Mean of the series $E(x_t)$ stays constant with t
Variance remains constant with t
And the correlation between $x_t$ and $x_{t - h}$ does not vary with t

Autoregressive Models

This statistical model suggests that the present value of a variable $x_t$ is a linear function of the previous values.

An AR(1) (Autoregressive model of order 1) can be represented as:

$x_t = \delta + \phi_1x_{t-1} + w_t$

A general auto-regressive model can be written as:

$x_t = \delta + \sum_{i = 0}^{n} \phi_ix_{t-i} + w_t$

The constants $\phi_1, \phi_2, \phi_3 \hdots$ are the autoregressive coefficients and $w_t &s=1$ is a random variable normally distributed with constant variance. This signifies that errors have no correlation with the value.

We will discuss some properties of the AR(1) model:

Mean:

The mean of the time series represented by the AR(1) model can be calculated as follows:

$E(x_t) = E(\delta + \phi_1x_{t-1} + w_t)$

$E(w_t) = 0\ (random\ variable\ with\ \mu = 0)$

With the assumption that the series is stationary we have:

$E(x_t) = E(x_{t-1}) = \mu$

On solving for μ we get:

$\mu = \frac{\delta}{1 - \phi_1}$

Variance:

$Var(x_t) = Var(\delta) + Var(\phi_1x_{t-1}) + Var(w_t)$

$Var(x_t) = Var(\delta) +\phi_1^2Var(x_{t-1}) + Var(w_t)$

Again we use the assumption that the series is stationary which gives:

$Var(x_t) = Var(x_{t-1}) = \sigma_t$

On solving we get:

$\sigma_t = \frac{\sigma_w^2}{1 - \phi_1^2}$

Autocorrelation function (ACF):

We assume the mean of the data to be 0. This happens when δ = 0. The value of variances, covariances and correlations are not affected by the specific value of the mean.
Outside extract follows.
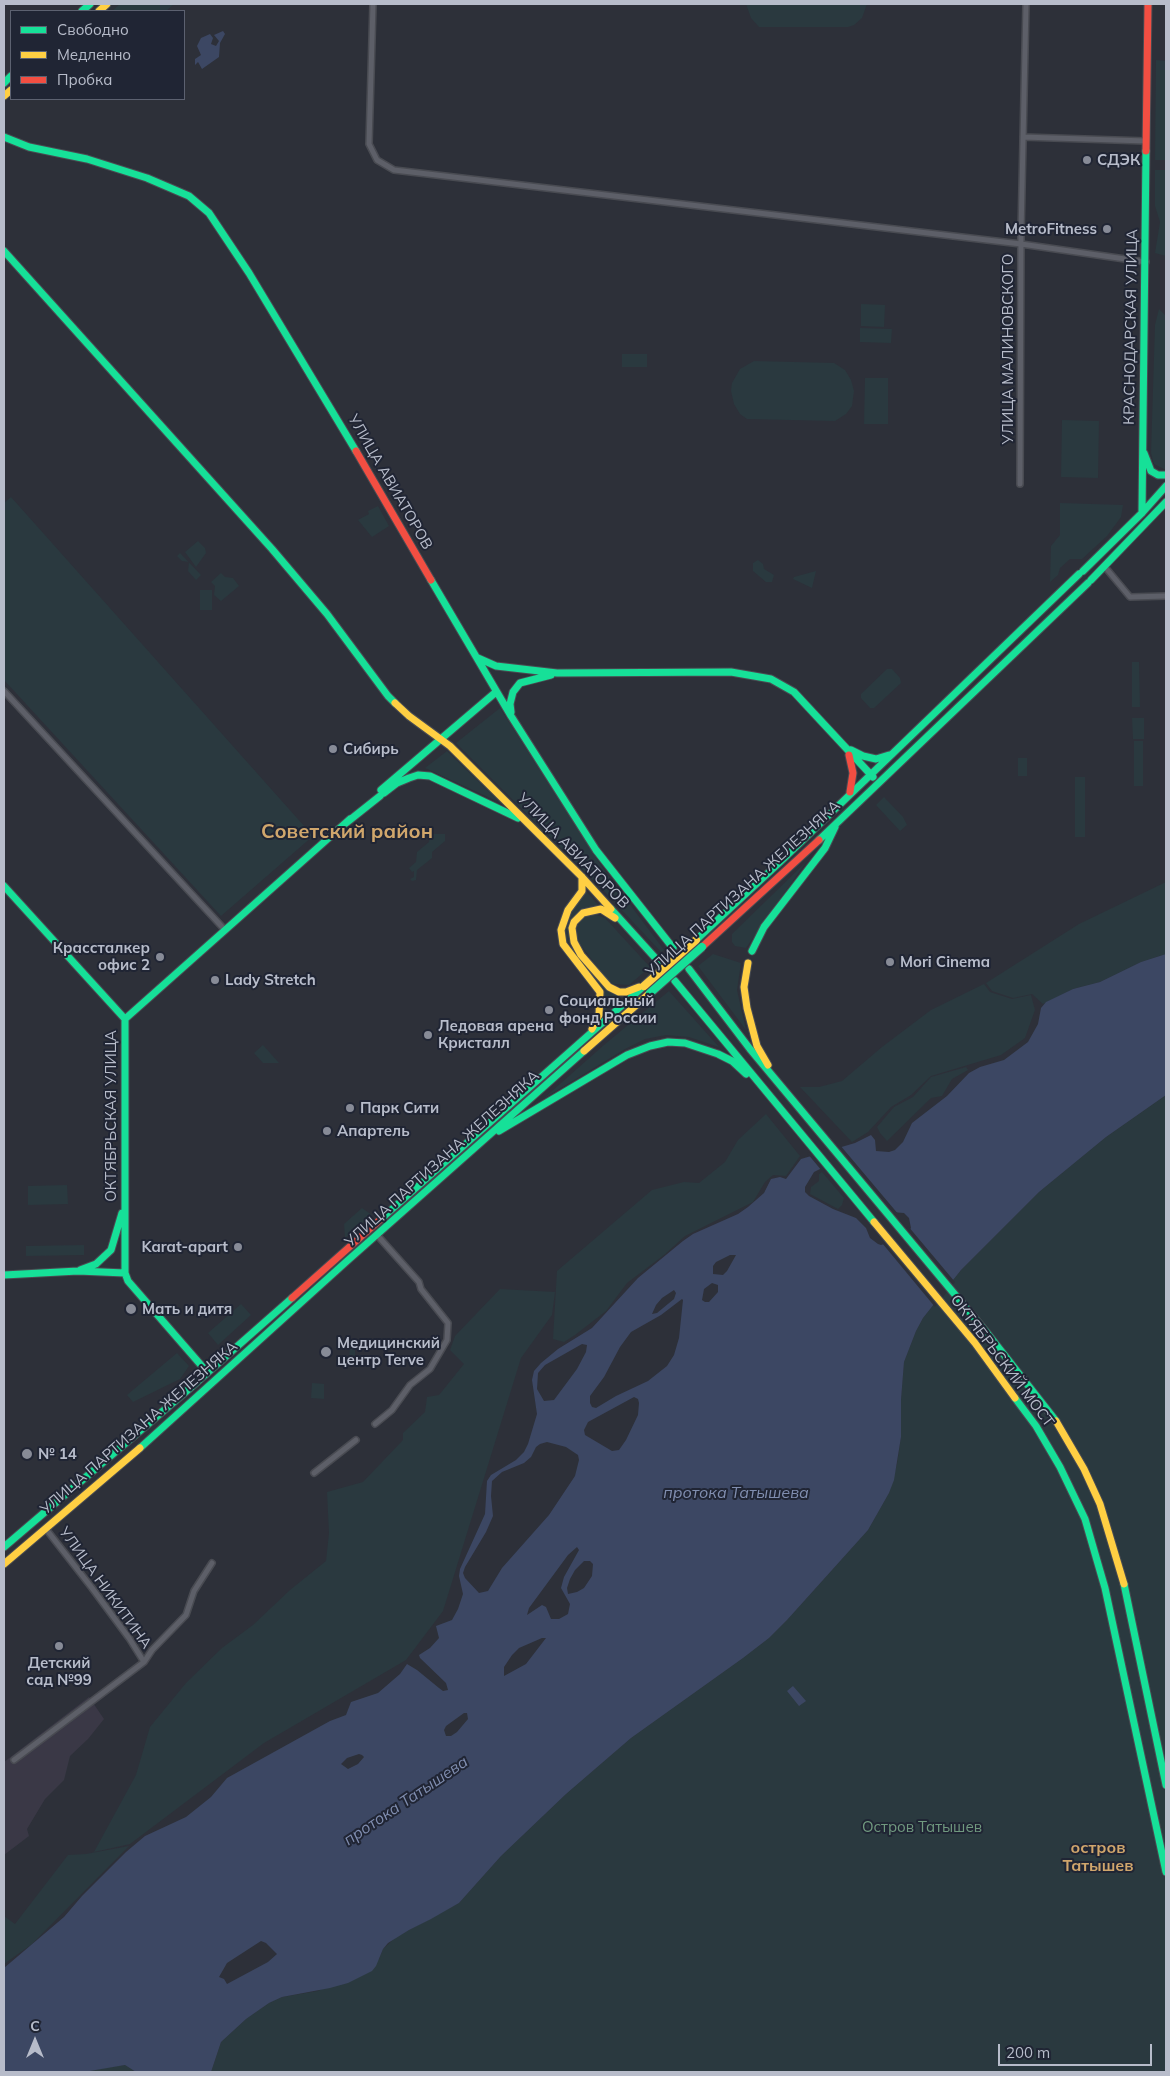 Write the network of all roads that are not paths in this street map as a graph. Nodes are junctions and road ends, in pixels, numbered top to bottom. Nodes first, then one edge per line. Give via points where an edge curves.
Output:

Let $\gamma_h$ be the covariance with a lag of h. $\rho_h$ be the corresponding correlation.

Covariance and correlations between observation 1 time period apart

$\gamma_1 = E(x_tx_{t+1}) = E(x_t(\phi_1x_t + w_{t+1})) = E(\phi_1x_t^2 + x_tw_{t+1}) = \phi_1Var(x_t)$

$\rho_1 = \frac{Covar(x_tx_{t+1})}{Var(x)} = \frac{\phi_1Var(x_t)}{Var(x_t)} = \phi_1$

Covariance of observations h time periods apart:

$\gamma_h = E(x_{t-h}x_t)$

$E(x_{t - h}x_t) = E(x_tx_{t-h} + \phi_1x_{t-1}x_{t-h} + w_tx_{t-h})$

$E(x_{t - h}x_t) = E(\phi_1x_{t-1}x{t-h}) = \phi_1\gamma_{h-1}$

So, $\rho_h = \phi^h$ , Thus the ACF function decreases exponentially when plotted versus the lag h.

Autocorrelation plot for an AR(1) model with $\phi_1 = 0.6$ . The graph tails off exponentially with the lag value but has some perturbations. These are due to sampling errors (number of samples for the current graph are 1000). The graph tends to the expected ideal when the number of samples are increased.

Moving Average Models.

In these models the shock/error from the previous observations is propagated as the series progresses.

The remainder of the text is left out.